España: Hacienda vigila las bodas

Existe preocupación por el creciente interés de Hacienda relacionado con los regalos de bodas y los servicios nupciales. ¿Hasta qué punto puede indagar la Agencia Tributaria sobre los regalos recibidos y el coste de los servicios de bodas?

Son cada vez más las parejas que se preguntan por las consecuencias fiscales de sus bodas. ¿Deberán pagar impuestos? ¿Puede presentarse cualquier día un inspector de Hacienda a la puerta de su casa?

Bien es cierto que organizar una boda conlleva tiempo y dinero. No cabe duda de que los servicios asociados con las bodas suponen una parte nada desdeñable del PIB español. Prueba de ello es que en 2015 quedó cifrado en 2.748,7 millones de euros, lo que representaba el 0,26% del PIB. Aunque parezca una cifra relativamente pequeña, recordemos que estamos hablando de bodas, algo muy específico.

De ahí que la atención de Hacienda comience a recaer sobre las bodas. No obstante, no se trata de poner el foco sobre los novios, sino sobre las empresas que ofrecen servicios nupciales. Esto se debe a que se dan situaciones en las que ciertas empresas ofrecen a los novios una facturación inferior a la normal, pagando el resto del importe por unos cauces que no son legales.

Conservar las facturas

Suele ser recomendable que las parejas guarden las facturas de los servicios contratados al menos durante un periodo de cuatro años. Por otra parte, existe la obligación legal de declarar todos los regalos recibidos, aunque lo más frecuente es que los novios no declaren estos regalos. Y es que, el impuesto de donaciones establece la obligación de declarar los regalos de boda. Para ello, sería necesario rellenar los impresos correspondientes al impuesto de donaciones, cosa que sería un asunto francamente tedioso para las parejas.

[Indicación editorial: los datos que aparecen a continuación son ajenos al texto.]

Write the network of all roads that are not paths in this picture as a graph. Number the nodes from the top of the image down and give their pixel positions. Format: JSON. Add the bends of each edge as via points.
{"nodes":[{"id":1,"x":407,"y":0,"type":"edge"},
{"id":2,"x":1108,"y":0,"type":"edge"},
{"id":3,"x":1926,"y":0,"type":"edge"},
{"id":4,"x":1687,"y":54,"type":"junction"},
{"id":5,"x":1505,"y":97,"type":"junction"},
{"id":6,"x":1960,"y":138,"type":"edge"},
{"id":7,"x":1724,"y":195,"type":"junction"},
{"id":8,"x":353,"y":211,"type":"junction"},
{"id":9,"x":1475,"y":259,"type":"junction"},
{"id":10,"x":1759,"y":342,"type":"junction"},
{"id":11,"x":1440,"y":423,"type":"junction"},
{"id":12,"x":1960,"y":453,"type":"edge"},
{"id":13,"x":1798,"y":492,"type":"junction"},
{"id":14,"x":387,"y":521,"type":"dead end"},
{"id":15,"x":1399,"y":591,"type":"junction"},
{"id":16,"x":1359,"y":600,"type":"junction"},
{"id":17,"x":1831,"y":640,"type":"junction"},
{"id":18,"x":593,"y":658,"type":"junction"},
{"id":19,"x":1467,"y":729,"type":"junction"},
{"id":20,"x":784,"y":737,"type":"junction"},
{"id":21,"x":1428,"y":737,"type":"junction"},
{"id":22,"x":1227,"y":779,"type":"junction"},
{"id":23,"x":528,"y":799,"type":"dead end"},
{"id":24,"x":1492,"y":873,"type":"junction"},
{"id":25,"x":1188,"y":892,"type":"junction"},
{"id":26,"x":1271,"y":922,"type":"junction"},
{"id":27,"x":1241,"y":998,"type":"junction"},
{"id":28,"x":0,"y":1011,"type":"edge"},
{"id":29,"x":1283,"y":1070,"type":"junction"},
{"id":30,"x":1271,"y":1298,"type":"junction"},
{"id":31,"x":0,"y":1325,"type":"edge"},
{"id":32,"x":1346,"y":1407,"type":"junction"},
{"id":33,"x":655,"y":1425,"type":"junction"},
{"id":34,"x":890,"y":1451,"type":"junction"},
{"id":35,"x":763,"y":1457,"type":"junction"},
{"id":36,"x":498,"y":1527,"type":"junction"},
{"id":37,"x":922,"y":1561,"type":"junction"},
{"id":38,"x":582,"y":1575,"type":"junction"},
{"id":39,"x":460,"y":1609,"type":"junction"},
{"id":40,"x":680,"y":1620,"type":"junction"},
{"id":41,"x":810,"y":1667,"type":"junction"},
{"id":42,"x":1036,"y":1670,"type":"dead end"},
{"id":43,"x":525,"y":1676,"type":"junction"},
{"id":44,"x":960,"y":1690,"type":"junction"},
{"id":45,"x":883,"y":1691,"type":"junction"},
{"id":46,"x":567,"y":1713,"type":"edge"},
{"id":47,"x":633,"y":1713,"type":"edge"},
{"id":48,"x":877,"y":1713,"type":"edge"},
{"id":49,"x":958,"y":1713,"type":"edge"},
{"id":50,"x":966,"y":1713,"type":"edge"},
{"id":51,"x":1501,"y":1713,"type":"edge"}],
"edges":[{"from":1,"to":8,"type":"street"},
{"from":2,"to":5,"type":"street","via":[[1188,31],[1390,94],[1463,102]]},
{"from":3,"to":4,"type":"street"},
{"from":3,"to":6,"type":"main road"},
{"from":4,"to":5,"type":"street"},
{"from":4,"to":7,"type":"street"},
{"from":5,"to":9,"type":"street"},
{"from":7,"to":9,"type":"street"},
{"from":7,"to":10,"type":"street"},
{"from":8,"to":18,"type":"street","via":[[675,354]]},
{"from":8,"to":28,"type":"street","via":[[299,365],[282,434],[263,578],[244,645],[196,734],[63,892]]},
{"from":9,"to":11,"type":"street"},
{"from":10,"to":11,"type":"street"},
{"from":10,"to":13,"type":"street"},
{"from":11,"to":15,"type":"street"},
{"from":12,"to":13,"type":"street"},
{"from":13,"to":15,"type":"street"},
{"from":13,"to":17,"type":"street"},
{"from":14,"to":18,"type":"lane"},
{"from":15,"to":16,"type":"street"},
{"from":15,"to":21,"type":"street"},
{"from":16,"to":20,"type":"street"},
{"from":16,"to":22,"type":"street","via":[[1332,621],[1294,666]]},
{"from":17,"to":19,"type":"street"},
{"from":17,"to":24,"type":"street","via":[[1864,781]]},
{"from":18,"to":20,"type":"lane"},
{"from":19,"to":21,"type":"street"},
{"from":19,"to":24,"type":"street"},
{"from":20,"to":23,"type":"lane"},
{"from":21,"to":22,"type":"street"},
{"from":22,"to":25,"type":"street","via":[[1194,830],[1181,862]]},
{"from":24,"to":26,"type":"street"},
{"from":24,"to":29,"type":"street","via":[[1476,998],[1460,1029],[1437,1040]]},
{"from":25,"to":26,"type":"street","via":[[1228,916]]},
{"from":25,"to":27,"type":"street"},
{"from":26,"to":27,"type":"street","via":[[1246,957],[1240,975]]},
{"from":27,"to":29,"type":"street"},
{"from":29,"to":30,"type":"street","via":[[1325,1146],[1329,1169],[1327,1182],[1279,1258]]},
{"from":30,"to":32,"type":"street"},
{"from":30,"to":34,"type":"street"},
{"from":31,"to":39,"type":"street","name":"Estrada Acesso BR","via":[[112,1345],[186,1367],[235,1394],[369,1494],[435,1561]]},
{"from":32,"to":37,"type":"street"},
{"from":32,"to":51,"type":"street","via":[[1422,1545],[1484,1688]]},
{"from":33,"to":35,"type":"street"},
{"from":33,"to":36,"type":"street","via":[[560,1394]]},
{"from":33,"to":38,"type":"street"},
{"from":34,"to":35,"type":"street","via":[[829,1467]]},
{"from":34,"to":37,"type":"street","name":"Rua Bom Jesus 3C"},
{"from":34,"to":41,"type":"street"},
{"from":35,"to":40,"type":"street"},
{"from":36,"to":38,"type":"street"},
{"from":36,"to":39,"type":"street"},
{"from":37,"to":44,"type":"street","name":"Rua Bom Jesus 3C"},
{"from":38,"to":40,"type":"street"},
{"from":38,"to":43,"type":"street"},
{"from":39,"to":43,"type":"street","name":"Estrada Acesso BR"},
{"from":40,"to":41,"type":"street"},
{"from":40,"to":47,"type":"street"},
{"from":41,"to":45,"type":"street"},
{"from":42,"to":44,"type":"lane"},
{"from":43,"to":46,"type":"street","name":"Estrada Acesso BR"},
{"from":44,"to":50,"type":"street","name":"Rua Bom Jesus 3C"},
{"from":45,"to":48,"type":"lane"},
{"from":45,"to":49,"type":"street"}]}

Pese a que Hacienda está más centrada en el control de las empresas del sector de las bodas, las parejas continúan preocupadas. En este sentido sí que sería posible que un inspector se personase en el domicilio de los novios, cosa que ocurre en muy pocos casos. Lo que sí que es más posible que ocurra es que Hacienda envíe por correo un requerimiento con el objetivo de obtener información. De ahí que sea conveniente guardar las facturas de la boda durante cuatro años, pues en caso de no contestar al requerimiento, Hacienda puede imponer sanciones económicas.

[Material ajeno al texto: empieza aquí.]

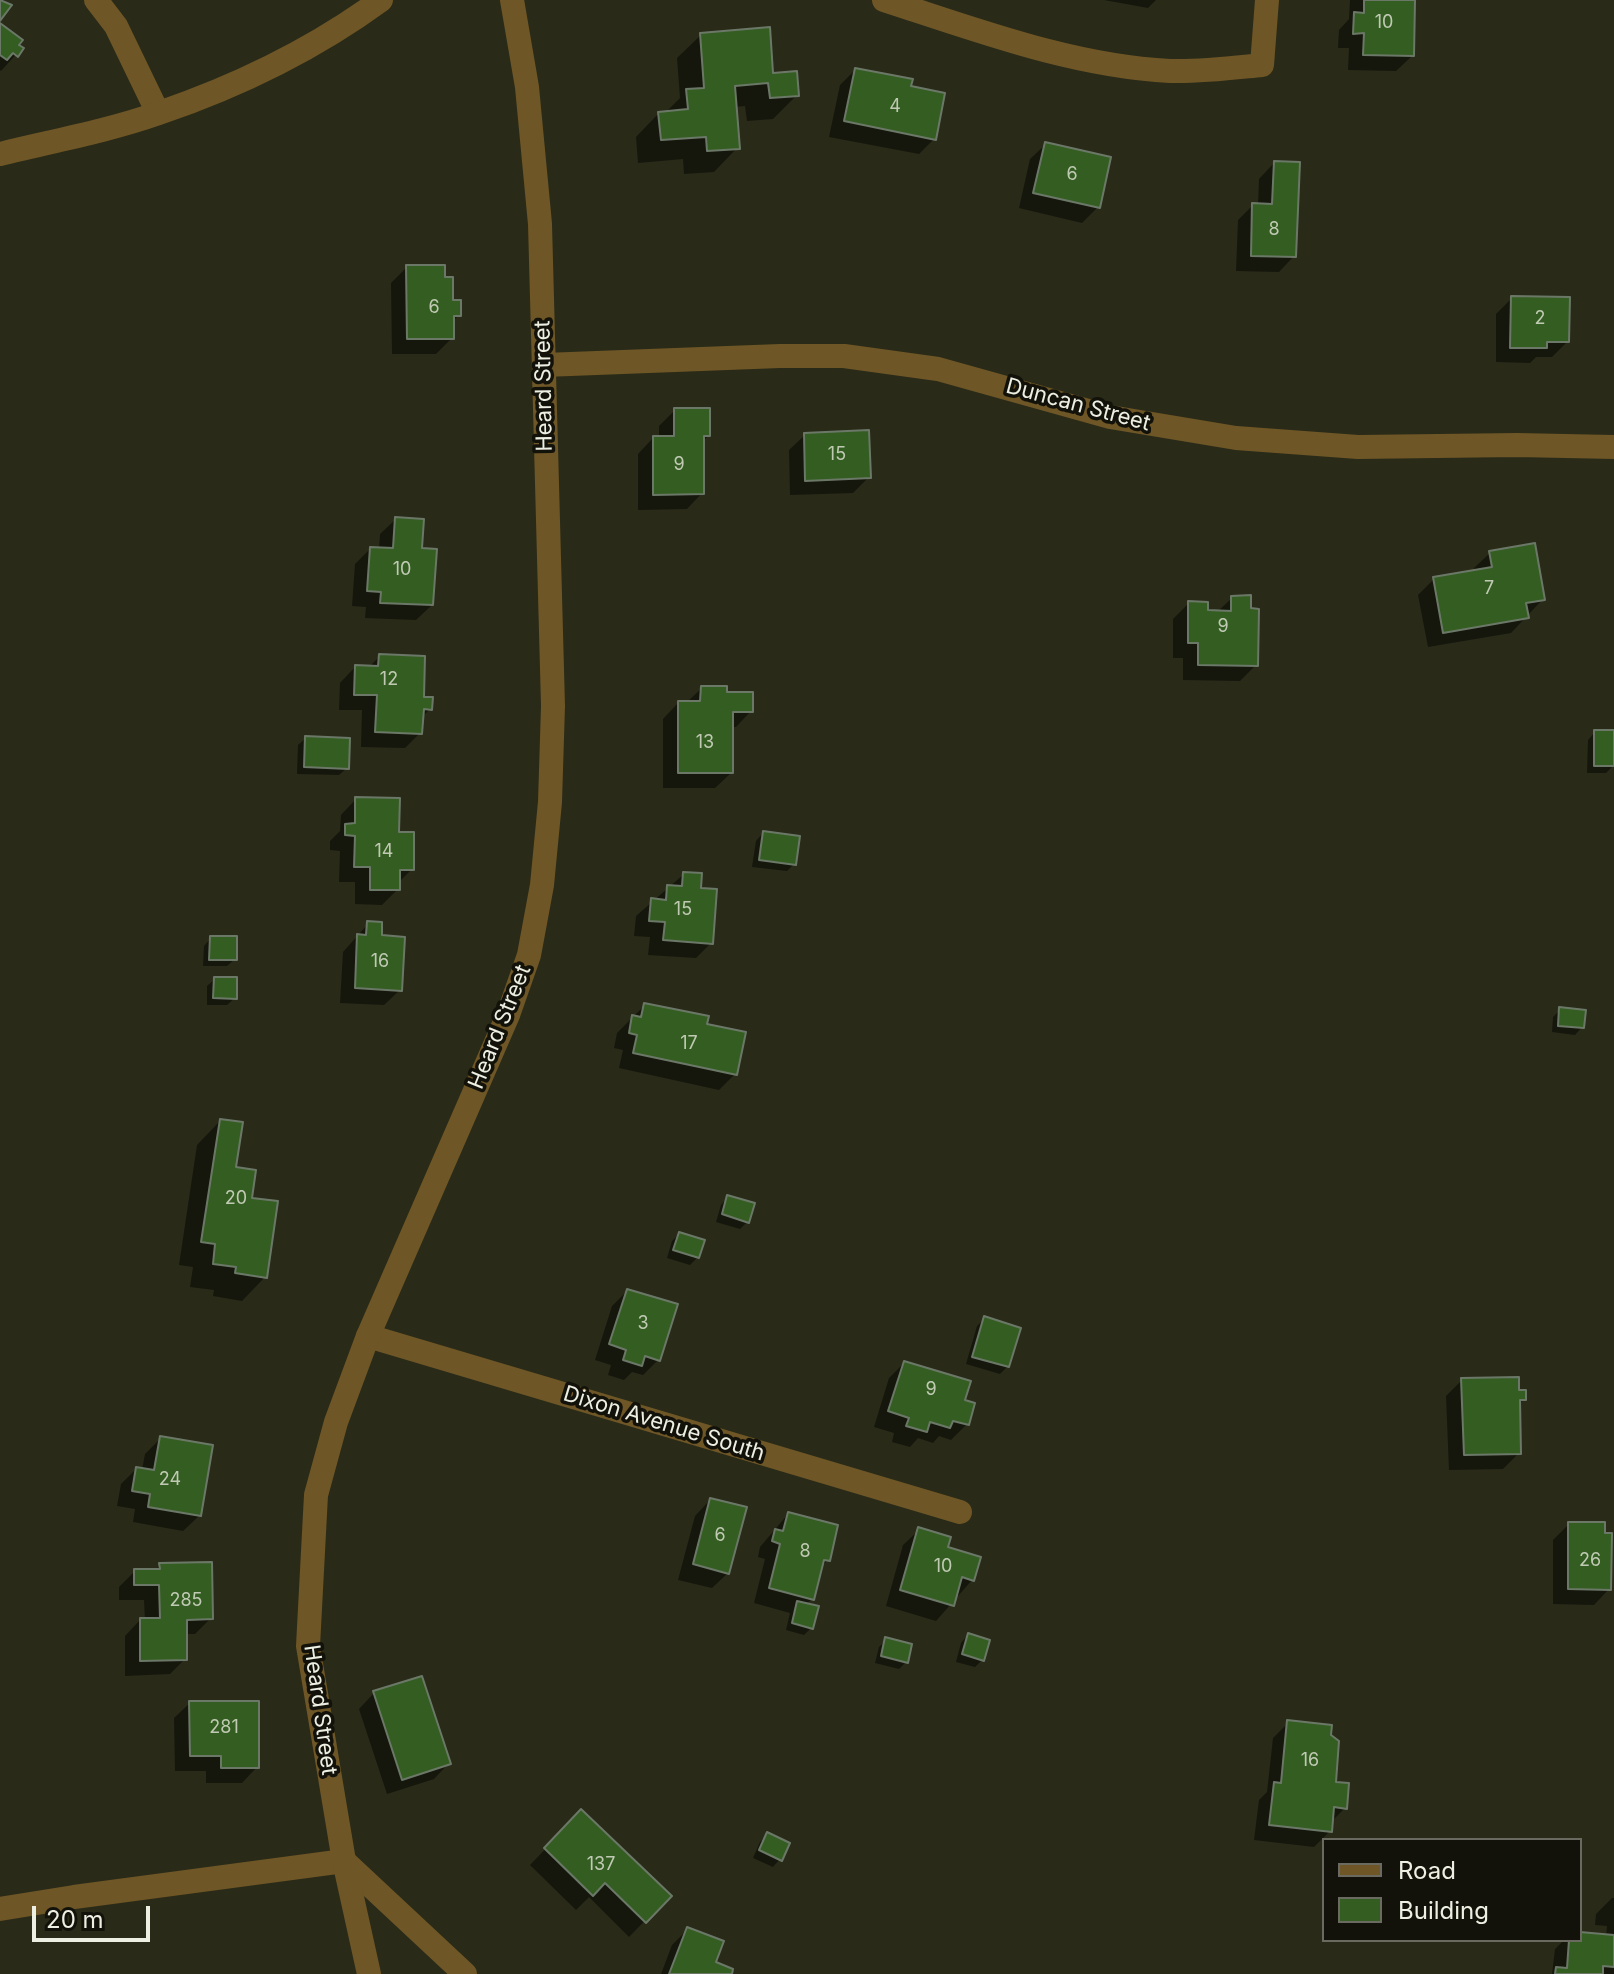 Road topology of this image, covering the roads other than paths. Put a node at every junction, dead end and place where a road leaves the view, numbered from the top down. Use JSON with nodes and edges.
{"nodes":[{"id":1,"x":96,"y":0,"type":"edge"},
{"id":2,"x":381,"y":0,"type":"edge"},
{"id":3,"x":512,"y":0,"type":"edge"},
{"id":4,"x":884,"y":0,"type":"edge"},
{"id":5,"x":1267,"y":0,"type":"edge"},
{"id":6,"x":158,"y":113,"type":"junction"},
{"id":7,"x":0,"y":154,"type":"edge"},
{"id":8,"x":544,"y":365,"type":"junction"},
{"id":9,"x":1614,"y":447,"type":"edge"},
{"id":10,"x":368,"y":1336,"type":"junction"},
{"id":11,"x":960,"y":1512,"type":"dead end"},
{"id":12,"x":344,"y":1861,"type":"junction"},
{"id":13,"x":0,"y":1909,"type":"edge"},
{"id":14,"x":369,"y":1974,"type":"edge"},
{"id":15,"x":465,"y":1974,"type":"edge"}],
"edges":[{"from":1,"to":6,"type":"street"},
{"from":2,"to":6,"type":"street"},
{"from":3,"to":8,"type":"street","name":"Heard Street"},
{"from":4,"to":5,"type":"street"},
{"from":6,"to":7,"type":"street"},
{"from":8,"to":9,"type":"street","name":"Duncan Street"},
{"from":8,"to":10,"type":"street","name":"Heard Street"},
{"from":10,"to":11,"type":"street","name":"Dixon Avenue South"},
{"from":10,"to":12,"type":"street","name":"Heard Street"},
{"from":12,"to":13,"type":"street"},
{"from":12,"to":14,"type":"street","name":"Heard Street"},
{"from":12,"to":15,"type":"street"}]}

Impuestos, multas y límites en efectivo

Los problemas con el fisco podrían tener lugar si Hacienda descubre importantes pagos en efectivo. Ya en 2012 la ley establecía un tope máximo a los pagos de dinero en efectivo fijado en 2.500 euros. Así, por aquellos pagos en efectivo que superen los 2.500 euros, los novios deberán abonar una multa del 25% de la cantidad excedida. Imaginemos que hay un pago en efectivo de 10.000 euros. Pues bien, el exceso sobre el límite máximo es de 7.500 euros. Calculando el 25% de 7.500 obtenemos que el importe de la multa será de 1.875 euros.

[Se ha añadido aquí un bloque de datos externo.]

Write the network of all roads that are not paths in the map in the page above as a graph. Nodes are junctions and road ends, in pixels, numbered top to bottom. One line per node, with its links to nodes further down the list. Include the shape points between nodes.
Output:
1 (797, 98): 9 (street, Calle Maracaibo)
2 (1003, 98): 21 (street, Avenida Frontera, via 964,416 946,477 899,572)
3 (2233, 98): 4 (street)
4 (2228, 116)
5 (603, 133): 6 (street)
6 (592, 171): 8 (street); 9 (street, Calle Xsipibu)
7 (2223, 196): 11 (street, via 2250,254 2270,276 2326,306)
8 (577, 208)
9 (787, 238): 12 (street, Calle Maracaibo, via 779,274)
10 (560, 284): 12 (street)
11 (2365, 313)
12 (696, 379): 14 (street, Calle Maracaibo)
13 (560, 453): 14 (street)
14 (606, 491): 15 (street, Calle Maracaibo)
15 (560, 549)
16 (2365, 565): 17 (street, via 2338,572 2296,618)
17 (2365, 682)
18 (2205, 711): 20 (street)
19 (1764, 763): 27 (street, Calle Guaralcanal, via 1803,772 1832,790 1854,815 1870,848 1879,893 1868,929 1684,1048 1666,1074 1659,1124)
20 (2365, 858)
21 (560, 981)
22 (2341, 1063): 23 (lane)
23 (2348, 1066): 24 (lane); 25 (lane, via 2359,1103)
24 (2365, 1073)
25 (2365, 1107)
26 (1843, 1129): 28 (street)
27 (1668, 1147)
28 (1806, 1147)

Ya en 2012 la ley establecía un tope máximo a los pagos de dinero en efectivo fijado en 2.500 euros.

No obstante, las cantidades en efectivo que se manejan suelen ser inferiores a ese tope de 2.500 euros, por lo que es habitual que no se declare a través del impuesto de donaciones. Pero lo que sí que puede atraer a Hacienda son las cantidades excesivas. En estos casos, las entidades bancarias tienen la obligación de poner en conocimiento de la Agencia Tributaria todas aquellas cantidades que sobrepasen los 3.000 euros, así como cualquier ingreso llevado a cabo en billetes de 500 euros.

Lo que sí deben tener presente los novios es que, si van a declarar, deben informar a Hacienda de las cantidades percibidas y de los bienes recibidos. La cuestión es que la fiscalidad es muy variable dependiendo de la comunidad autónoma en la que residan. Por ello, la cantidad a pagar varía entre el 7,65% y el 34%.

En conclusión, es altamente recomendable conservar las facturas de los servicios contratados durante la boda, conocer qué cantidades están exentas de ser declaradas y en caso de recibir un requerimiento de Hacienda, responder en el plazo de tiempo marcado por la Agencia Tributaria. También puede ser de gran ayuda para las parejas contar con los servicios de un abogado y de un asesor fiscal.